The Latvian-based powerhouse Erica Synths is continually pushing the boundaries of analog synthesis. Known for their deep catalog of quality modules, fx machines, and reliable sound, Erica Synths has shown us that they bring the same craftsmanship to their standalone units. The Bassline DB-01 is full of potential and today we’ll explore this stealthy desktop synth.
WHAT IS IT?
The Bassline DB-01 is Erica Synths' first standalone synthesizer. This sleek, compact, monophonic synth is an excellent selection for those looking to add some full-blown analog depth to their creations. It undoubtedly packs the signature Erica Synths sound and is full of destructive, grimy possibilities. Whether you’re after drones, basses, melody, drums, textures, percussion - the Bassline DB-01 just might end up being your new best friend.
The Erica Synths Bassline DB-01 is a complete analog sound engine with a choice of a triangle, saw, or square wave. It comes fully stocked with an easy-to-use 16-step sequencer which can be programmed to have up to 64 steps per pattern. These patterns are conveniently stored in its easily accessible 8 banks of 16 pattern memory. There are a handful of sequence manipulation options like slide, accent, last step, and transposition (single note or sequence) to add movement and expression to your pattern. If that’s not enough spontaneity for you, the Bassline also comes equipped with an impressive arpeggiator and pattern randomizer.
There is a ton of fun to be had with designing your sound in this beast. It has separate envelopes for amplitude, filter, and pitch, a robust sub-oscillator, and a noise source (that last one is great for synthesizing drum sounds). The cutoff can either be low-pass or band-pass and is modeled after Erica Synths’ Acidbox filter design which can deliver an aggressive, squelchy filter. For more of those rough, rave type sounds add some of the DB-01’s resonance, drive and/or detune to your patch and you’re there!
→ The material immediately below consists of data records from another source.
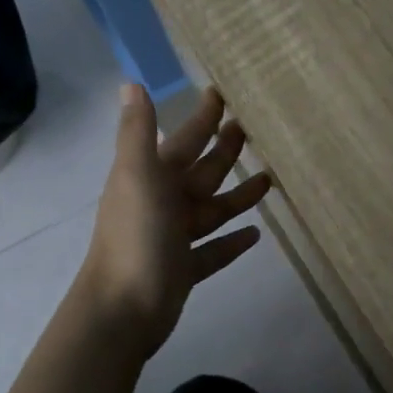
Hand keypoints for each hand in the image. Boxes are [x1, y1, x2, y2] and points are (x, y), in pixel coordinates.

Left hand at [79, 85, 270, 354]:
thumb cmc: (135, 237)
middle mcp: (163, 203)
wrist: (123, 310)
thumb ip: (137, 131)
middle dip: (224, 150)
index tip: (222, 93)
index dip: (201, 118)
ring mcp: (174, 238)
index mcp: (152, 178)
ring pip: (213, 209)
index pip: (183, 139)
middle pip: (201, 171)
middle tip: (253, 130)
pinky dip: (232, 241)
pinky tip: (256, 234)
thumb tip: (130, 82)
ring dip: (237, 195)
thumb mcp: (137, 176)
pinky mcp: (185, 269)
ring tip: (269, 180)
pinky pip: (214, 251)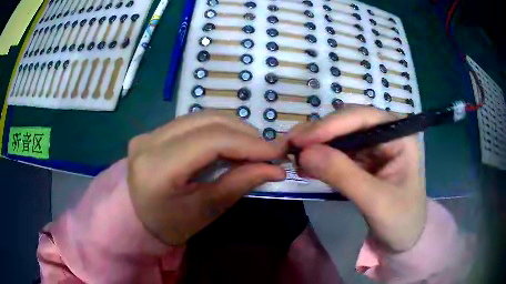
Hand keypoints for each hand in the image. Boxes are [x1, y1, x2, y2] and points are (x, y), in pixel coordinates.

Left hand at [127, 112, 285, 245]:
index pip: (210, 141)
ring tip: (253, 146)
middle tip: (268, 150)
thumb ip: (238, 185)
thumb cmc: (170, 226)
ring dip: (232, 128)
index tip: (277, 151)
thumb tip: (275, 169)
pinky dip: (218, 129)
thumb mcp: (205, 211)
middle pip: (207, 122)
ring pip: (201, 117)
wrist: (137, 219)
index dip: (248, 143)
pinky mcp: (153, 132)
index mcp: (157, 168)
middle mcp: (149, 141)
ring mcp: (149, 133)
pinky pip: (192, 122)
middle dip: (244, 133)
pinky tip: (231, 142)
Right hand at [289, 106, 425, 251]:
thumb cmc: (401, 221)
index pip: (362, 119)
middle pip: (347, 124)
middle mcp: (385, 135)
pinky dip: (320, 159)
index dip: (330, 125)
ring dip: (315, 146)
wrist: (403, 241)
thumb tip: (304, 153)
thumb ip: (343, 175)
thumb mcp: (375, 201)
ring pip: (339, 138)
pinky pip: (338, 154)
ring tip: (292, 156)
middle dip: (319, 134)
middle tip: (289, 146)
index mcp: (399, 136)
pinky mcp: (363, 163)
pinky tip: (305, 166)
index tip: (300, 140)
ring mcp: (373, 148)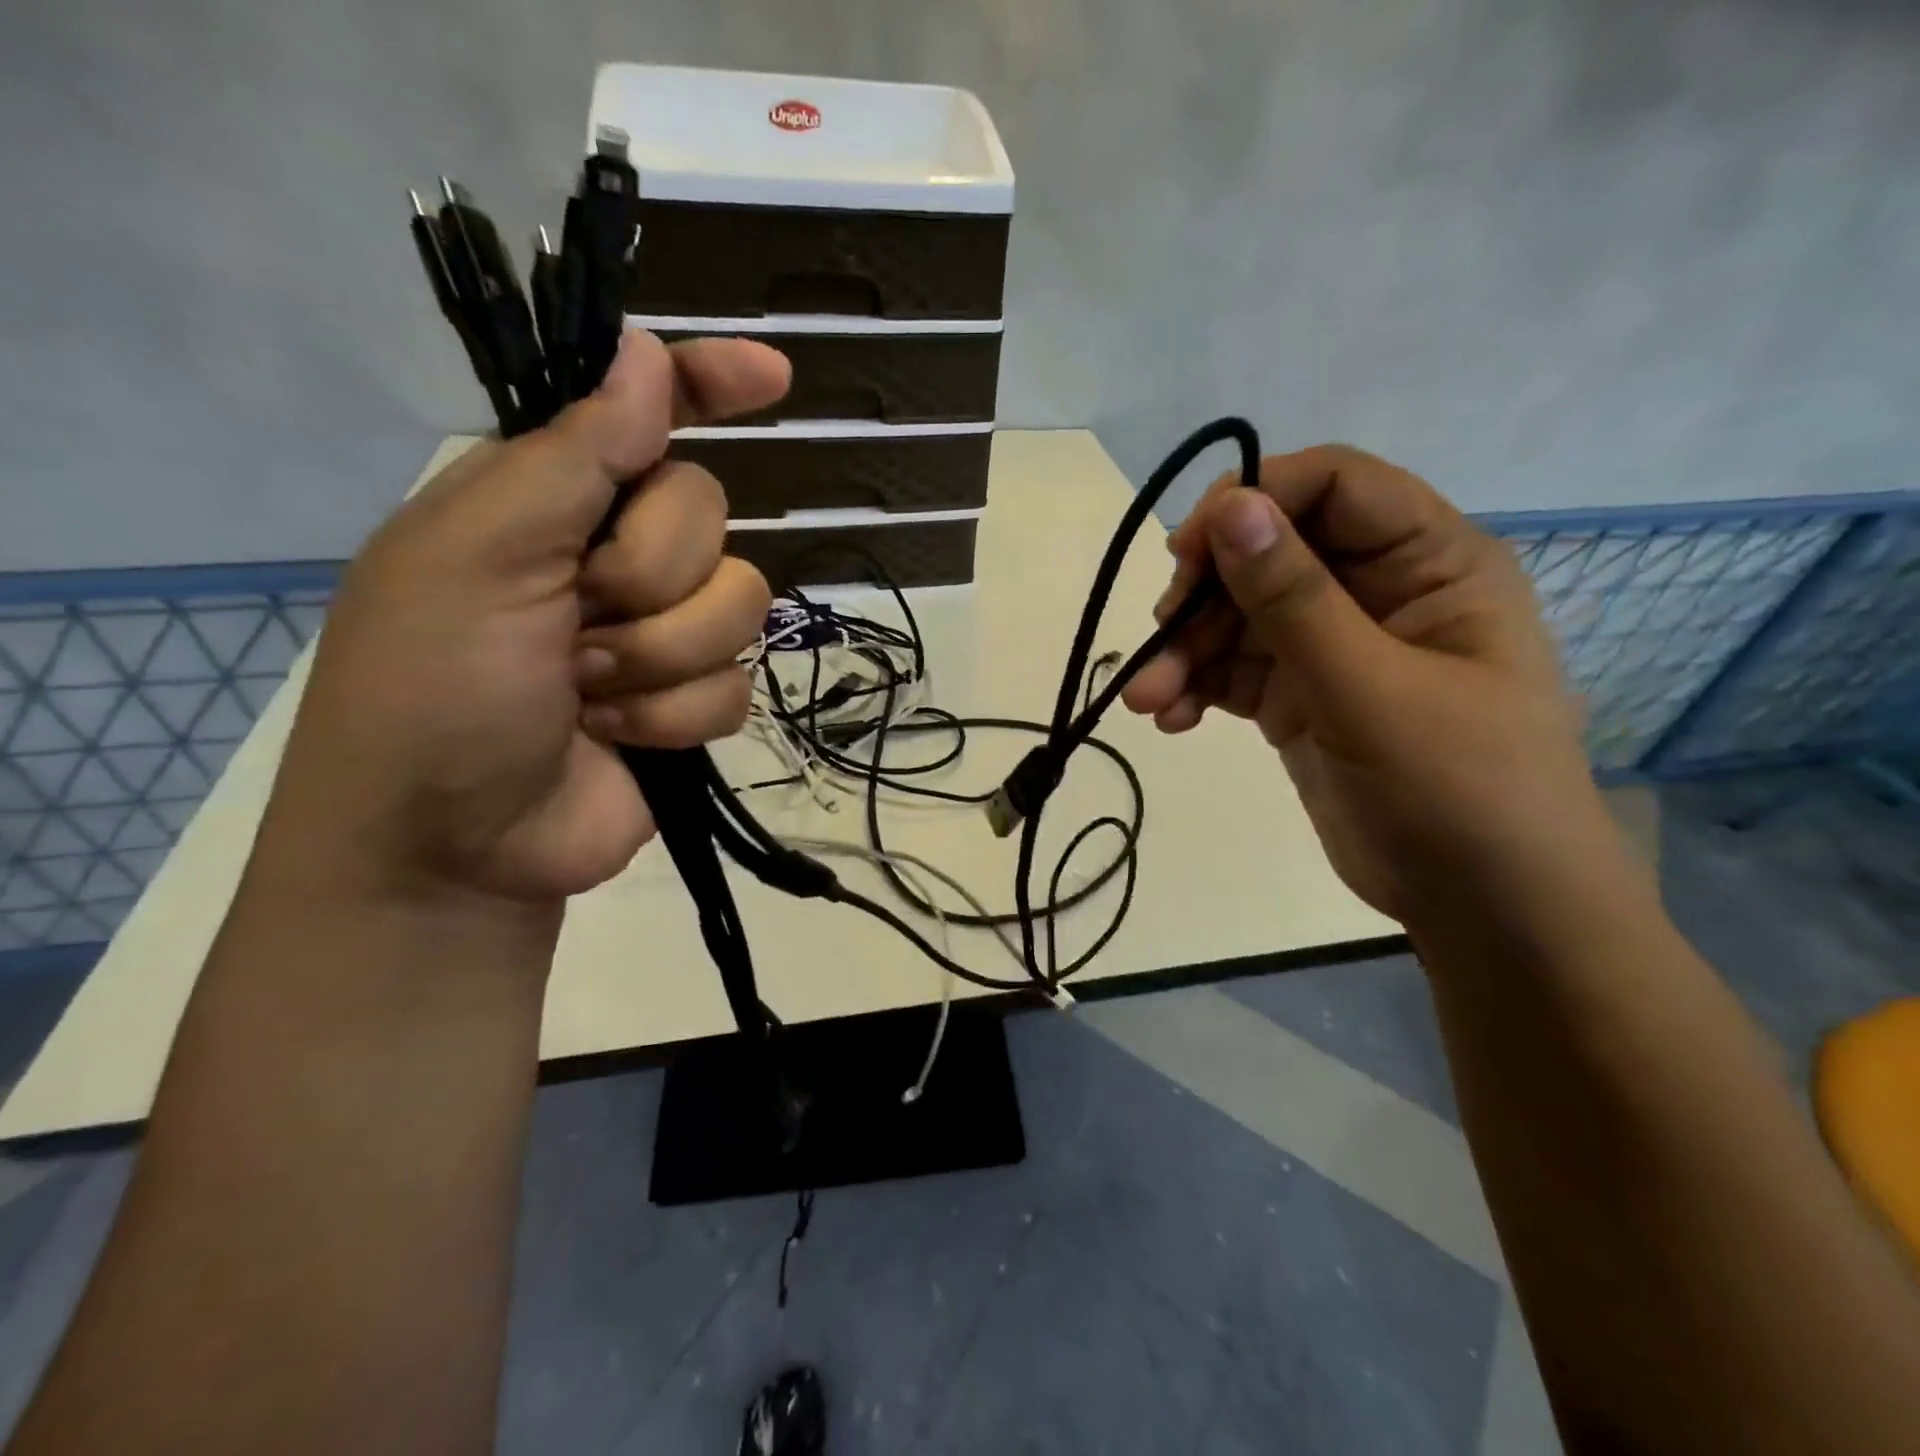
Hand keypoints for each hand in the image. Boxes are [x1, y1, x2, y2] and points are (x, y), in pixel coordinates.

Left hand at [257, 329, 786, 908]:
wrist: (455, 844)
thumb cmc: (435, 687)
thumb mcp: (480, 556)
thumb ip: (573, 457)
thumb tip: (645, 355)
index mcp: (553, 499)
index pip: (646, 416)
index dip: (709, 386)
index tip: (773, 376)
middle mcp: (615, 555)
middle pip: (709, 517)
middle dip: (649, 576)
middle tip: (576, 619)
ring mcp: (661, 633)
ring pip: (740, 605)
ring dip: (662, 657)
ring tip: (591, 692)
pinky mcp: (692, 702)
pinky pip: (739, 684)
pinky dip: (677, 715)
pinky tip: (623, 737)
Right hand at [1124, 444, 1609, 925]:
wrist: (1483, 907)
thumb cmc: (1459, 790)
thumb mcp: (1371, 689)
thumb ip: (1295, 599)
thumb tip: (1229, 508)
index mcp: (1428, 563)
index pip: (1333, 486)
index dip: (1255, 499)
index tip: (1188, 550)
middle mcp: (1376, 591)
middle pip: (1268, 555)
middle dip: (1204, 598)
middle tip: (1160, 640)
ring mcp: (1332, 647)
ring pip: (1238, 618)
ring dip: (1185, 653)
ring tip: (1149, 702)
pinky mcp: (1299, 698)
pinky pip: (1232, 671)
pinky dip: (1195, 688)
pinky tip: (1170, 720)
Resonance is resonance and does exactly what you’d expect but the drive and detune coloring tools are next level. Increase the drive pot to add grit, texture, saturation, and heavy analog rawness. From gentle, tasteful saturation to all-out analog distortion, the Bassline’s drive knob can do it all. The detune is powerful and can deliver a massive, swarming wall of sound. It does this by using two analog bucket brigade delays each with its own LFO.
When you’re ready to break all constructs of time and space look no further than the syncable LFO which offers multiple waveforms for frequency modulation and VCF manipulation. Last but not least, the Bassline DB-01 comes with your standard analog clock in and out, CV/Gate output/input, and MIDI IN and THRU which makes for endless fun with a keyboard and easy integration with any studio setup.
Most recently Erica Synths have released a firm update for the DB-10. You can download and read more about that update here.
Honestly, I fell in love with this synth right out of the box. There’s a good weight to it, feels sturdy, the knobs/pots are buttery smooth and it looks like something you’d find in a spaceship. It is extremely easy to get a useable sound and has become the most dependable synth I have in my studio. I’m impressed with the playability and expressiveness of this synth as well. I’m able to get the idea from my head into the synth quickly and correctly. Not to mention, the sound palette of the DB-01 is so versatile and fun. I’ve made countless beefy basslines as the name of the synth suggests but, more recently, I’ve used it more for percussive rhythms, leads, atmospheres/texture, FX, and shaker/hi-hat layers.
Typically when I create my basses I like a little more control of the modulation, attack, and the ability of side-chaining to the kick so it’s just quicker and more efficient to make them with VSTs inside my DAW. On the subject of DAWs, I also had a good time recording multiple instances of the DB-01 for more sampling and layering of analog madness.
Something else I found out, when I played a note in from a midi keyboard, no matter how long I held the note, the synth would playback a much shorter note. I’ve run into this on other sequencers so it wasn’t a huge shock to me. This was a choice made by Erica Synth most likely to keep the gate a steady and consistent trigger. 10% gate time will be played back. You can change the gate time on each note but that can be a little tedious and time-consuming.
I ended up routing it through a separate sequencer and sending the DB-01 midi to bypass the 10% gate-only limitation. There might be a way to bypass that but I didn’t find one. Because there are no preset saving abilities, it took me a couple of sessions to figure out how to fluidly morph the sound of the synth cohesively throughout my live sets. (check out the video below to see the DB-01 used in one of my projects) After a short time, I didn’t seem to care much that I wasn’t able to save presets because it’s so easy to hone in on a sound I can use. I would have liked for there to be dedicated attack and volume knobs to easily adjust the monstrous sound that comes out of this synth. Other than that, I think it has just about everything it needs.
I really enjoyed this synth. I learned a lot, had loads of fun, and gained some knowledge on creativity with capable and reliable analog workflow. That is why the Bassline DB-01 has become the first synth I reach for in my arsenal. Now it’s time to pair this baby with Erica Synths’ Zen Delay! I can only imagine the sonic aptitude of that pairing.